A opinião de ...

O Augusto “Berbo”

Na sequência do desafio feito pelo senhor Hermínio Gama, numa publicação online, replicado no blog “Memórias e Outras Coisas”, pelo ilustre bragançano Toninho Bombadas, cujo desafio consiste em escrever uma história e/ou passagem sobre uma figura (singular) de Bragança que faça parte da nossa memória colectiva, não podia deixar de invocar, em jeito de homenagem, o nome daquele que para mim é a personagem mais carismática entre os seus “pares”, o Augusto “berbo”.
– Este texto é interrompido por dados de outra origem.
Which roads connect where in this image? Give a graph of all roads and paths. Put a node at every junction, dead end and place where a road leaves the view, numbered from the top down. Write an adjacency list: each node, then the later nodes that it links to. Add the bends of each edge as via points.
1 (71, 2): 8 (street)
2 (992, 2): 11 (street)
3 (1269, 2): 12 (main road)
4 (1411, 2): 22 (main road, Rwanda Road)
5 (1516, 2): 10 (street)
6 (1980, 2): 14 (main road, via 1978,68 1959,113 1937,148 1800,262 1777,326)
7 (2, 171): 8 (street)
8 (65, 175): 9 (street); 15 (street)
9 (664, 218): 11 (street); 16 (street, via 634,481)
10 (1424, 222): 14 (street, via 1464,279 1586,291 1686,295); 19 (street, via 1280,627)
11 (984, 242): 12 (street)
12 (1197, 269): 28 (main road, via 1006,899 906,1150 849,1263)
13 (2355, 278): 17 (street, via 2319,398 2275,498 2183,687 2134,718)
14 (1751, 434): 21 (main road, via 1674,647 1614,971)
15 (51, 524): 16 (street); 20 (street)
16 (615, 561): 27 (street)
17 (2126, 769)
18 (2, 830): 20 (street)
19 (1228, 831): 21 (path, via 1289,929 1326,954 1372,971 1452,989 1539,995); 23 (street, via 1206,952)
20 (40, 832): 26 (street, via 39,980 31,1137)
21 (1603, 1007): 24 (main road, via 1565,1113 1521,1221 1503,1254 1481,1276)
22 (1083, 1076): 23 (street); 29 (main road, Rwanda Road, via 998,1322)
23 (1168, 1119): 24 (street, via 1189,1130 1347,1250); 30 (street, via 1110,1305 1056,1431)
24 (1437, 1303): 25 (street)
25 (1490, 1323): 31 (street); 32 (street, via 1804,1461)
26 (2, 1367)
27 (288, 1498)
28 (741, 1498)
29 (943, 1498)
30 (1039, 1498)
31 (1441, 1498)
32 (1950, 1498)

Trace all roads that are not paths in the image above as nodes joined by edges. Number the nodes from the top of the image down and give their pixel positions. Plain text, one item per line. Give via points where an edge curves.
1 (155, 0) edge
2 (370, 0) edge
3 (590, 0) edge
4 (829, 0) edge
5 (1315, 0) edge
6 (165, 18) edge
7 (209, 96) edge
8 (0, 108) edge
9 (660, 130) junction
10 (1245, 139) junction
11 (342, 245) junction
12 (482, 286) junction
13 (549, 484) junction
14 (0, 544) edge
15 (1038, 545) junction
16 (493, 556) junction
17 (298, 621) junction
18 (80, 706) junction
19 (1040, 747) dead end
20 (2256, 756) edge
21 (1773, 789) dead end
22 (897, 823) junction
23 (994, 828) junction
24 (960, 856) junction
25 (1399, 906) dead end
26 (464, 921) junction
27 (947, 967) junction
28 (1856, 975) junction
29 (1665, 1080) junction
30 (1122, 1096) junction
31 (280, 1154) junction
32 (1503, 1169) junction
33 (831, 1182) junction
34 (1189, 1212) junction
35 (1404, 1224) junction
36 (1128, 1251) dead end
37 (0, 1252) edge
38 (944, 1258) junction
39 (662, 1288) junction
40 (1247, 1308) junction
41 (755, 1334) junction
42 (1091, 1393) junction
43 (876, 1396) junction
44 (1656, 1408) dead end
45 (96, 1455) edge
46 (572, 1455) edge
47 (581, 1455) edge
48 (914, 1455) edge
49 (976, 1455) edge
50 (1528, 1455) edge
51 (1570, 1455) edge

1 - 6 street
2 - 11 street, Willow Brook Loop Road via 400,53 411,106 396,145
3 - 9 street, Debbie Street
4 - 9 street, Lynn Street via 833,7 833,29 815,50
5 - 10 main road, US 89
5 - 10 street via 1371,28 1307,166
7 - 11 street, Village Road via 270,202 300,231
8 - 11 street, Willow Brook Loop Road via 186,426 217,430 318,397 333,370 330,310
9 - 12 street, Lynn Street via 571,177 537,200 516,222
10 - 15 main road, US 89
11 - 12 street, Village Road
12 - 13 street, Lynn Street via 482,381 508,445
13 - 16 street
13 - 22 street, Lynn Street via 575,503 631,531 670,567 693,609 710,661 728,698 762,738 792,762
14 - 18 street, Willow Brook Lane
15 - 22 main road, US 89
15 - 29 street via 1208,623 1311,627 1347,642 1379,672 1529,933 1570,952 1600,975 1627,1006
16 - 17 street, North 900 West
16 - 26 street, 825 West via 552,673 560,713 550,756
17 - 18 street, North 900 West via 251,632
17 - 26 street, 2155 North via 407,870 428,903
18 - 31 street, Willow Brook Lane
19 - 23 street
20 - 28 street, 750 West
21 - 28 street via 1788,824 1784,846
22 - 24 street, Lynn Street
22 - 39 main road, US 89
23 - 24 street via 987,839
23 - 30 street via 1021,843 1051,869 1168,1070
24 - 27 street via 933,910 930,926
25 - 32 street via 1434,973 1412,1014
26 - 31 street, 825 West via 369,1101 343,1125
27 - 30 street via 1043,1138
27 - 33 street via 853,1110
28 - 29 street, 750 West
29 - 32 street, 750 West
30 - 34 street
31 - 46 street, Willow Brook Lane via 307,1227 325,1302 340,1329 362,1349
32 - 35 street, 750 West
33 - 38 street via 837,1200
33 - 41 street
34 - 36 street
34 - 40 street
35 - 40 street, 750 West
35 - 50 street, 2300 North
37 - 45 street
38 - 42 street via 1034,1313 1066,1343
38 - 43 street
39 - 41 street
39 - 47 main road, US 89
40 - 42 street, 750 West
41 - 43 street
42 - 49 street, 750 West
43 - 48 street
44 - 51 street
Comecei a frequentar a taverna do “Berbo” (situada no n.º 136 da Rua Abílio Beça, a 50 metros do café Chave d`Douro) na longínqua década de 80 do século passado. Ia lá com o João Pinheiro, o Tó Ferreira, o meu irmão Mário, o Guedes, o Armando Reis , o Jorge Tiago, o Zé Lopes, o Fernandinho, o Chico Patrício, o Zé Silva, o Vitorino, o Zé Gomes, o Luís Parente e outros que tais – rapazolas que fazíamos parte duma geração para quem a palavra Amizade era muito mais do que a concatenação das sete vogais de que é composta.
Era um espaço pequeno, acolhedor, intimista, como agora se diz. Ao transpormos a soleira da porta, deparávamo-nos com dois degraus que nos conduziam até ao pequeno balcão de madeira. O frigorífico vermelho (desligado nos meses de inverno) saltava à vista pela sua imponência. Ao fundo havia uma divisória (reservado) de exíguas dimensões, um espaço maneirinho, propício às tertúlias, onde os nictófilos gostavam de permanecer até altas horas da madrugada. A cerveja tinha ali uma expressão residual. O vinho (“baptizado”) era, de longe, a bebida de maior saída. As “sandes de relâmpago” - de bolacha de água e sal e chouriço finamente cortado (assim designadas, porque se via o sol através das fatias) - eram a imagem de marca daquela tasca.
O “Berbo” era um ser humano encantador, simpático, afável, honesto, um homem bom, que, na forma de tratamento, dispensava a formalidade do “senhor”. Substituía-a pelo “tu”, independentemente da idade e posição social do cliente. Era um exímio contador de estórias, narradas na 1.ª pessoa, quase todas efabuladas, qual delas a mais surreal e inverosímil, julgando, no entanto (tal era o entusiasmo com que as contava), que os seus interlocutores as tomavam por verdadeiras.
O “Berbo” não gostava nada que pusessem em causa a veracidade das suas estórias. Um certo dia, na minha presença, contou que era amicíssimo de José Sarney, o 31º Presidente do Brasil, entre 1980 e 2000. Uma “amizade” cuja “evidência” é retratada no seguinte episódio: o Artur, filho mais velho do Augusto (de quem, como é natural, muito se orgulhava), era marinheiro. O progenitor referiu que, numa missão ao Brasil, já no destino, e no momento em que o navio acabara de aproar no porto do Rio de Janeiro, o então chefe de Estado brasileiro foi receber os marujos lusos, tendo-lhes dirigido, com recurso a um megafone (quebrando, assim, o rígido protocolo), a pergunta: “Está aí o filho do meu amigo `Berbo`, de Bragança?”
Acompanhado duma gargalhada que não pude conter, e em jeito de provocação, retorqui: “Augusto, acho que estás a exagerar!”
Ele, desagradado com a minha observação, brindou-me com esta pérola: “Andas-te a pôr burro! Nem pareces um rapaz com estudos!”
Uma tirada que, a partir daí, passou a ser “obrigatória”, verbalizada maquinalmente, quando, em brincadeiras entre amigos, alguém proferia alguma alarvidade ou disparate.
É assim que recordo, com saudade, o Augusto “Berbo”. Uma pessoa a quem estou imensamente grato, por fazer parte das minhas intensas e excitantes memórias da juventude.